The best tests of latency are audio and streaming video.

Consider clicking on a web page or turning a physical book page - you put up 
with and mostly don't notice the latency.  Its part of the "experience" (within 
reason).

Now consider latency heavy conversations on a phone call or a "buffering" 
video.  These are different things though.  A voice conversation suffers quite 
badly with latency, a video stream will buffer to start with and then stream OK 
unless the conditions change.

For me, the gold standard is audio.  Sadly, Teams, Zoom and co are destroying 
reasonable expectations far worse than satellite relayed phone calls in the 
olden days (say 1980s) from say the UK to NZ ever did.

This sort of thing needs a proper testing methodology, starting off with direct 
access to establish a "benchmark".  Then you might add remote access via 
Guacamole as close to the benchmark as possible and then work outwards.  You 
also have to be careful that your "measuring instruments" are not affected by 
what you are measuring.

Cheers
Jon



On Tue, 2025-01-21 at 20:05 +0800, Yang Yang wrote:
Hi Nick,

I used tcpdump on port 4822 with guacd to capture packets and intercepted the 
Guacamole protocol messages.

In my tests, receiving the mouse click message would be followed by sending the 
image update message, then I calculated the interval between the two messages. 
Since the interval is for the round trip, I further reduced the 15ms app time 
and got the “latency” I mentioned in previous mail.

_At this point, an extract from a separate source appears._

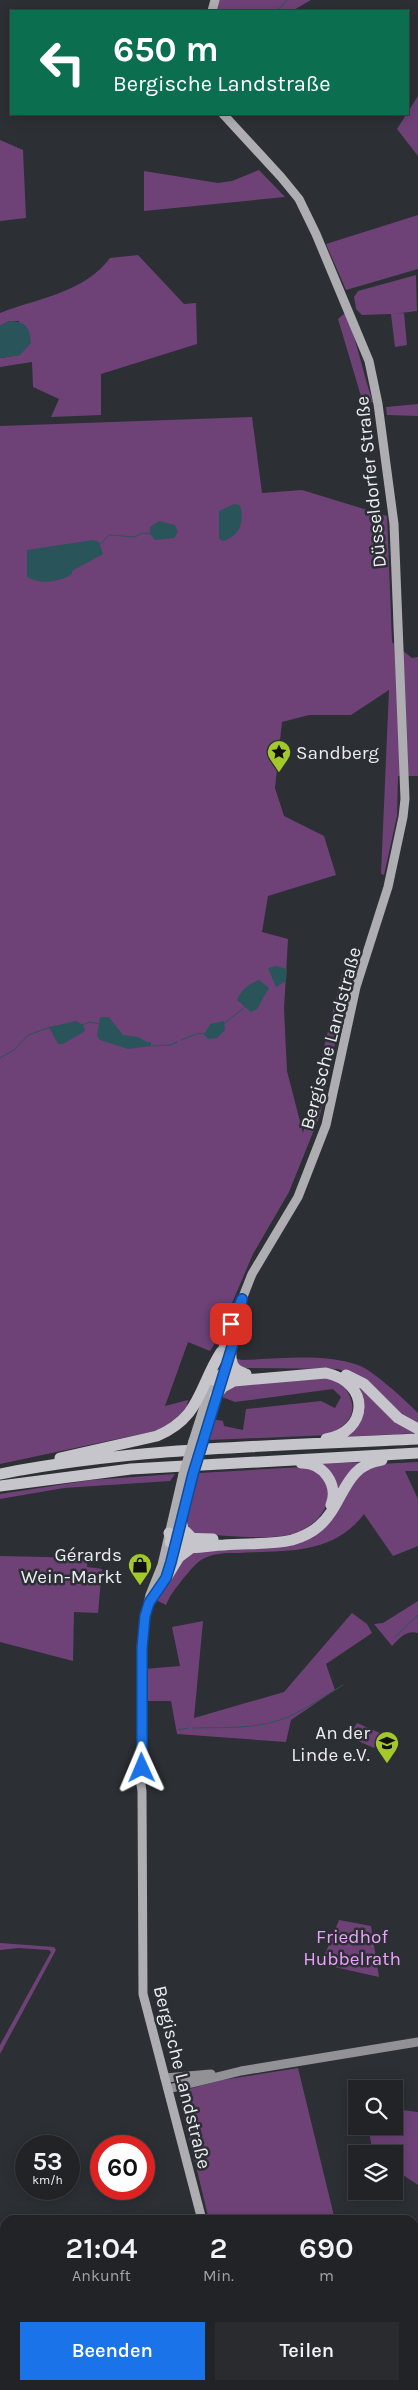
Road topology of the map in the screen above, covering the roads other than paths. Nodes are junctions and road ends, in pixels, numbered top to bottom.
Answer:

The 150ms latency seems a little bit too high, but the overall user experience 
is pretty good, no noticeable lag.

Thanks,
Yang


On Jan 21, 2025, at 19:40, Nick Couchman <[email protected]> wrote:


On Tue, Jan 21, 2025 at 4:35 AM Yang Yang <[email protected]> wrote:
Hello,

I am looking to get the latency overhead of using guacamole, could you help to 
share if there is any reference I can look into?

I created a simple app, presenting a 600x600 box changing to a random color on 
very click with 15ms delay, and then captured the guacd mesages for the 
session. I had tests serving the app through VNC on Ubuntu and RDP on Windows, 
and the latency from guacd, along with VNC and RDP processing, was about 150ms.



Can you clarify what this latency is a measure of? What guacd messages are you 
capturing? Does this mean the log messages (put guacd in trace mode and capture 
the trace message)? Or are you actually doing a packet capture and intercepting 
the Guacamole protocol messages? Or RDP/VNC protocol messages? The 150ms is 
being measured where, and between which two events *exaclty*?

Is the 150ms from my tests typical? Is there  anything specific I can do to 
reduce it? My network is quit good, the latency on network is <30ms and 
bandwidth would be not an issue.



That seems quite high to me - I use Guacamole on a daily basis for managing 
remote systems (mainly RDP) over a VPN (Zscaler), and 150ms latency (again, 
depending on what that actually means) seems like it would be quite noticeable 
when trying to interact with a remote session.